MLK Unity Celebration at the Civic Center

Photo provided by Ben Schleiger.

After the Martin Luther King Jr. Day march, a celebration continued the festivities of the holiday at the Union Colony Civic Center.

A charming, yet comical emcee welcomed all who joined the march and, or the celebration.

The day was started with an American Sign Language version of the anthem followed by a unity song to set the tone.

Following with the theme, most of the performances and speeches played off the events motto “Unity begins with you”.

Other popular cover songs of change and acceptance were sung including “Change” by Taylor Swift and “This is me” by Keala Settle.


Some brief history was read on Dr. King and participants were encouraged to learn more on the civil rights fight by visiting

A moving performance from a black theater group and pianist wowed the crowd with an introspective performance on the mind of Dr. King.

The performance touched on the night Dr. King was taken from us and how even he too experienced fear, especially when preaching on Sundays.

The group consisted of a narrator, Dr. King, an angel, and four other actors depicting the internal struggles of the brave leader.

UNC Student President Tim Hernandez made an appearance to read Dr. King’s last speech and give his thoughts on it.

He encouraged crowd participation and people were not shy to clap, snap or praise when they agreed with a line or sentiment.

Hernandez not only livened the crowd, but gave new life to words of the past that still live on today in his passionate reading.

One of the last events of the day was a public comment section where several people got on stage to say what unity meant to them.

A wide range of individuals came up to say their meaning of the message in their own lives.

From student leaders on campus, a foreign exchange student, Rochelle Galindo, an event volunteer, and an elementary age girl.

All of them had a heart warming reason for being there today, even if they personally had experienced opposing views that very day.

One of the event volunteers said she was even more motivated to participate when she was heckled while setting up the march.

A person yelled to her “Why are you still doing this? Aren’t you done yet?” while setting up the marching route early that morning.

The girl did not show that she was phased, but rather even more strongly committed to her cause.

Rochelle Galindo, State District 50 representative, echoed how unity was important and that she would continue the fight.

She promised to stay committed to serving all people of Greeley and continue to progress of unity.

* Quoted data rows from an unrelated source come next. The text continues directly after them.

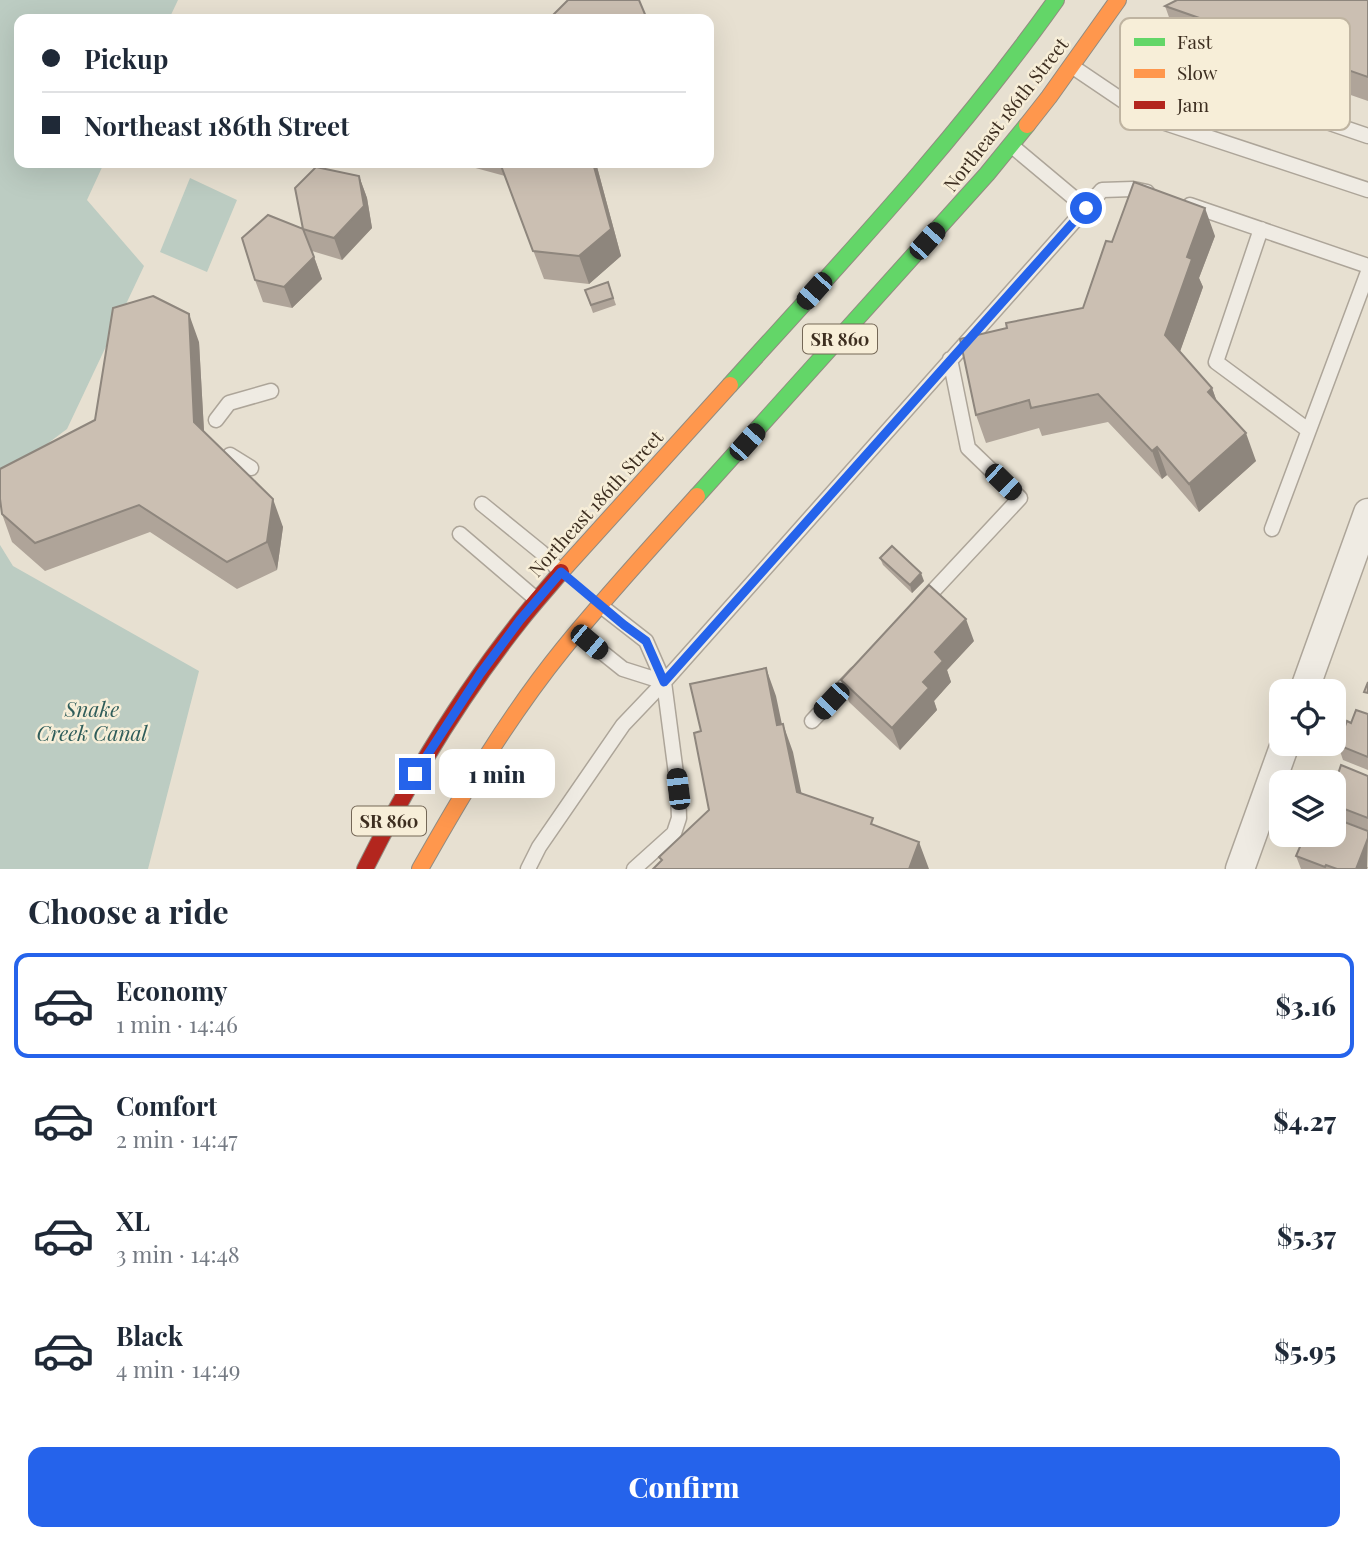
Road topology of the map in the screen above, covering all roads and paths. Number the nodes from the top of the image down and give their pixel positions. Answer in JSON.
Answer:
{"nodes":[{"id":1,"x":1056,"y":0,"type":"edge"},
{"id":2,"x":1118,"y":0,"type":"edge"},
{"id":3,"x":1219,"y":0,"type":"edge"},
{"id":4,"x":1184,"y":18,"type":"edge"},
{"id":5,"x":1072,"y":66,"type":"junction"},
{"id":6,"x":1120,"y":99,"type":"edge"},
{"id":7,"x":1186,"y":130,"type":"edge"},
{"id":8,"x":1350,"y":130,"type":"edge"},
{"id":9,"x":1368,"y":136,"type":"edge"},
{"id":10,"x":1011,"y":145,"type":"junction"},
{"id":11,"x":1368,"y":190,"type":"edge"},
{"id":12,"x":1086,"y":208,"type":"junction"},
{"id":13,"x":1261,"y":229,"type":"junction"},
{"id":14,"x":1368,"y":266,"type":"edge"},
{"id":15,"x":1368,"y":272,"type":"edge"},
{"id":16,"x":950,"y":359,"type":"junction"},
{"id":17,"x":271,"y":391,"type":"dead end"},
{"id":18,"x":216,"y":421,"type":"dead end"},
{"id":19,"x":1308,"y":430,"type":"junction"},
{"id":20,"x":230,"y":455,"type":"edge"},
{"id":21,"x":251,"y":468,"type":"dead end"},
{"id":22,"x":482,"y":504,"type":"dead end"},
{"id":23,"x":1367,"y":518,"type":"edge"},
{"id":24,"x":1272,"y":529,"type":"dead end"},
{"id":25,"x":460,"y":534,"type":"dead end"},
{"id":26,"x":566,"y":576,"type":"junction"},
{"id":27,"x":596,"y":601,"type":"junction"},
{"id":28,"x":542,"y":604,"type":"junction"},
{"id":29,"x":916,"y":610,"type":"edge"},
{"id":30,"x":572,"y":628,"type":"junction"},
{"id":31,"x":869,"y":660,"type":"edge"},
{"id":32,"x":1308,"y":679,"type":"edge"},
{"id":33,"x":665,"y":688,"type":"junction"},
{"id":34,"x":812,"y":721,"type":"dead end"},
{"id":35,"x":1281,"y":756,"type":"edge"},
{"id":36,"x":365,"y":869,"type":"edge"},
{"id":37,"x":420,"y":869,"type":"edge"},
{"id":38,"x":528,"y":869,"type":"edge"},
{"id":39,"x":635,"y":869,"type":"edge"},
{"id":40,"x":1240,"y":869,"type":"edge"}],
"edges":[{"from":1,"to":26,"type":"main road","name":"Northeast 186th Street","number":"SR 860"},
{"from":2,"to":5,"type":"main road","name":"Northeast 186th Street","number":"SR 860"},
{"from":3,"to":4,"type":"lane"},
{"from":5,"to":6,"type":"lane"},
{"from":5,"to":10,"type":"main road","name":"Northeast 186th Street","number":"SR 860"},
{"from":7,"to":11,"type":"lane"},
{"from":8,"to":9,"type":"lane"},
{"from":10,"to":12,"type":"lane"},
{"from":10,"to":27,"type":"main road","name":"Northeast 186th Street","number":"SR 860"},
{"from":12,"to":13,"type":"lane"},
{"from":12,"to":16,"type":"lane"},
{"from":13,"to":14,"type":"lane"},
{"from":13,"to":19,"type":"lane"},
{"from":15,"to":19,"type":"lane"},
{"from":16,"to":29,"type":"lane"},
{"from":16,"to":33,"type":"lane"},
{"from":17,"to":18,"type":"lane"},
{"from":19,"to":24,"type":"lane"},
{"from":20,"to":21,"type":"lane"},
{"from":22,"to":26,"type":"lane"},
{"from":23,"to":32,"type":"street"},
{"from":25,"to":28,"type":"lane"},
{"from":26,"to":28,"type":"main road","name":"Northeast 186th Street","number":"SR 860"},
{"from":27,"to":30,"type":"main road","name":"Northeast 186th Street","number":"SR 860"},
{"from":27,"to":33,"type":"lane"},
{"from":28,"to":36,"type":"main road","name":"Northeast 186th Street","number":"SR 860"},
{"from":30,"to":33,"type":"lane"},
{"from":30,"to":37,"type":"main road","name":"Northeast 186th Street","number":"SR 860"},
{"from":31,"to":34,"type":"lane"},
{"from":33,"to":38,"type":"lane"},
{"from":33,"to":39,"type":"lane"},
{"from":35,"to":40,"type":"street"}]}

The students, leaders and community members all had valid and compassionate reasons for unity, but a small girl won the show.

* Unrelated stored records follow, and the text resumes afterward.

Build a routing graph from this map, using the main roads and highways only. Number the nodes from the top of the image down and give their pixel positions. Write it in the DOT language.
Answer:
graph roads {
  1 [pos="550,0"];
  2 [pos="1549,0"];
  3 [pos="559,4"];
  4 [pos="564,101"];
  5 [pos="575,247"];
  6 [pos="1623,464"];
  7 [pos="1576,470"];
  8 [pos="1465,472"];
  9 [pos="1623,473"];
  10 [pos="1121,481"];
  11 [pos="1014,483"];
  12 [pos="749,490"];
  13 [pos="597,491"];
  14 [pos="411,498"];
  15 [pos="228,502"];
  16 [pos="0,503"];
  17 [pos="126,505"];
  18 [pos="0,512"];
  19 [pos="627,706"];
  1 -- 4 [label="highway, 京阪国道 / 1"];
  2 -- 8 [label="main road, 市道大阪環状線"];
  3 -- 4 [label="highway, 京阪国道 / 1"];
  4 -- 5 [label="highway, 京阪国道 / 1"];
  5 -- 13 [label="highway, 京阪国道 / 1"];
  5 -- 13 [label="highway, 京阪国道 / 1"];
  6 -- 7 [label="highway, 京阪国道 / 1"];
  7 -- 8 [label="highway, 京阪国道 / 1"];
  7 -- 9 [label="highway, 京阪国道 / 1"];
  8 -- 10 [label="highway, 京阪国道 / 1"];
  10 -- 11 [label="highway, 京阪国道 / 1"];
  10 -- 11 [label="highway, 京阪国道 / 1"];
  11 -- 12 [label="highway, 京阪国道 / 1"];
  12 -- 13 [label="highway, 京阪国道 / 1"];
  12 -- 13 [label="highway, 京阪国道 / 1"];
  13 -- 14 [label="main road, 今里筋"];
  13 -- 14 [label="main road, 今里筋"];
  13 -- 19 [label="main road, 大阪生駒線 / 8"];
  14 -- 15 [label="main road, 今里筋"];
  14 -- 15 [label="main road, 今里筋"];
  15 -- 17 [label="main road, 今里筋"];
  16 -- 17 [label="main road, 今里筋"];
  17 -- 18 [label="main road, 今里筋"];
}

An elementary age girl with her handmade sign “We all have Dreams” was the last to have a public comment on unity.

Her simple phrase “Unity to me is when we all see each other as friends” instantly brought the crowd to their feet in complete agreement.

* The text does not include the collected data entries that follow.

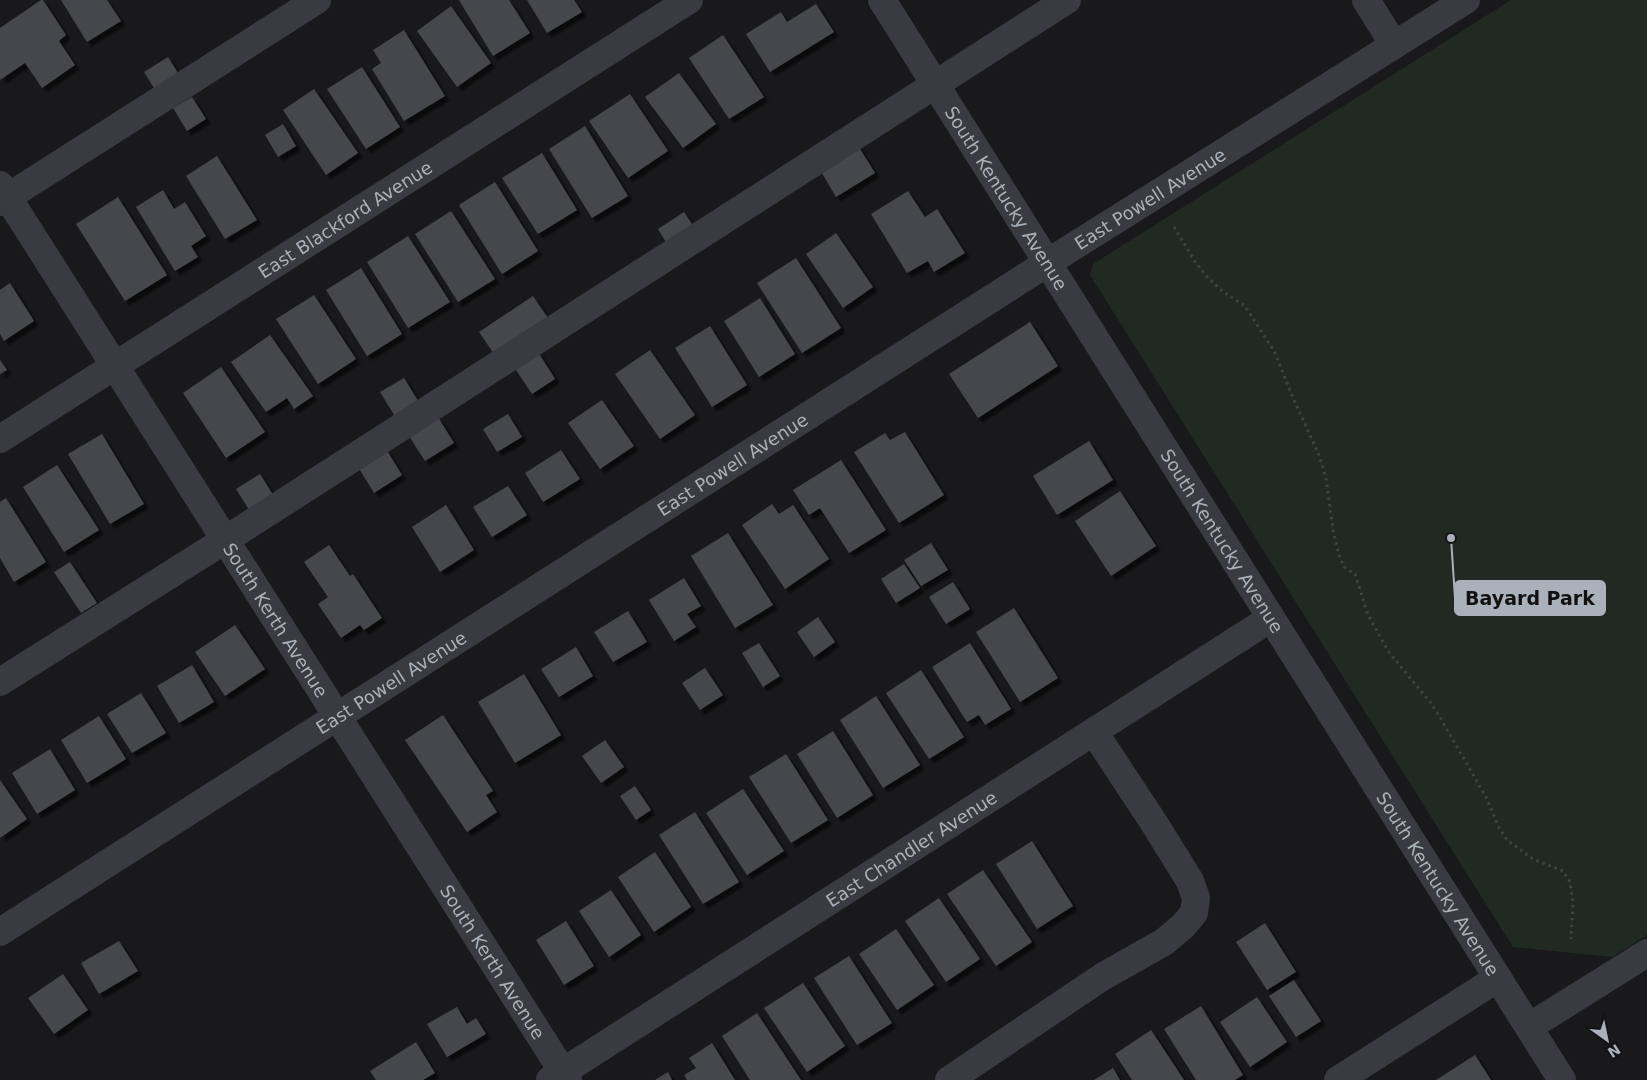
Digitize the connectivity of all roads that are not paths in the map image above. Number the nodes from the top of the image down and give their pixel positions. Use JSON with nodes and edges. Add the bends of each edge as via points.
{"nodes":[{"id":1,"x":317,"y":0,"type":"edge"},
{"id":2,"x":689,"y":0,"type":"edge"},
{"id":3,"x":882,"y":0,"type":"edge"},
{"id":4,"x":1067,"y":0,"type":"edge"},
{"id":5,"x":1366,"y":0,"type":"edge"},
{"id":6,"x":1466,"y":0,"type":"edge"},
{"id":7,"x":1394,"y":45,"type":"junction"},
{"id":8,"x":935,"y":84,"type":"junction"},
{"id":9,"x":3,"y":195,"type":"edge"},
{"id":10,"x":1047,"y":263,"type":"junction"},
{"id":11,"x":114,"y":365,"type":"junction"},
{"id":12,"x":0,"y":439,"type":"edge"},
{"id":13,"x":225,"y":540,"type":"junction"},
{"id":14,"x":1271,"y":618,"type":"junction"},
{"id":15,"x":0,"y":682,"type":"edge"},
{"id":16,"x":337,"y":716,"type":"junction"},
{"id":17,"x":1094,"y":732,"type":"junction"},
{"id":18,"x":0,"y":932,"type":"edge"},
{"id":19,"x":1647,"y":953,"type":"edge"},
{"id":20,"x":1498,"y":978,"type":"junction"},
{"id":21,"x":1529,"y":1027,"type":"junction"},
{"id":22,"x":561,"y":1077,"type":"edge"},
{"id":23,"x":949,"y":1080,"type":"edge"},
{"id":24,"x":1338,"y":1080,"type":"edge"},
{"id":25,"x":1562,"y":1080,"type":"edge"}],
"edges":[{"from":1,"to":9,"type":"street"},
{"from":2,"to":11,"type":"street","name":"East Blackford Avenue"},
{"from":3,"to":8,"type":"street","name":"South Kentucky Avenue"},
{"from":4,"to":8,"type":"street"},
{"from":5,"to":7,"type":"street"},
{"from":6,"to":7,"type":"street","name":"East Powell Avenue"},
{"from":7,"to":10,"type":"street","name":"East Powell Avenue"},
{"from":8,"to":10,"type":"street","name":"South Kentucky Avenue"},
{"from":8,"to":13,"type":"street"},
{"from":9,"to":11,"type":"street","name":"South Kerth Avenue"},
{"from":10,"to":14,"type":"street","name":"South Kentucky Avenue"},
{"from":10,"to":16,"type":"street","name":"East Powell Avenue"},
{"from":11,"to":12,"type":"street","name":"East Blackford Avenue"},
{"from":11,"to":13,"type":"street","name":"South Kerth Avenue"},
{"from":13,"to":15,"type":"street"},
{"from":13,"to":16,"type":"street","name":"South Kerth Avenue"},
{"from":14,"to":17,"type":"street","name":"East Chandler Avenue"},
{"from":14,"to":20,"type":"street","name":"South Kentucky Avenue"},
{"from":16,"to":18,"type":"street","name":"East Powell Avenue"},
{"from":16,"to":22,"type":"street","name":"South Kerth Avenue"},
{"from":17,"to":22,"type":"street","name":"East Chandler Avenue"},
{"from":17,"to":23,"type":"street","via":[[1190,881],[1196,898],[1194,913],[1164,942],[1102,977]]},
{"from":19,"to":21,"type":"street"},
{"from":20,"to":21,"type":"street","name":"South Kentucky Avenue"},
{"from":20,"to":24,"type":"street"},
{"from":21,"to":25,"type":"street","name":"South Kentucky Avenue"}]}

There was no hesitation from the crowd in directly connecting to the innocent and pure message the girl had to offer.

A closing song was sung and the crowd was then dismissed to the lobby for refreshments from UNC catering and encouraged to fill out a unity card.

The cards were simple post cards with the events art work on them and an “I commit” section.

The idea was to fill out a card and give it to someone you trust to hold you accountable for your commitment to unity.

The UCCC is also offering the “Beauty Across the African Diaspora” art exhibit in their Tointon Art Gallery until February 23.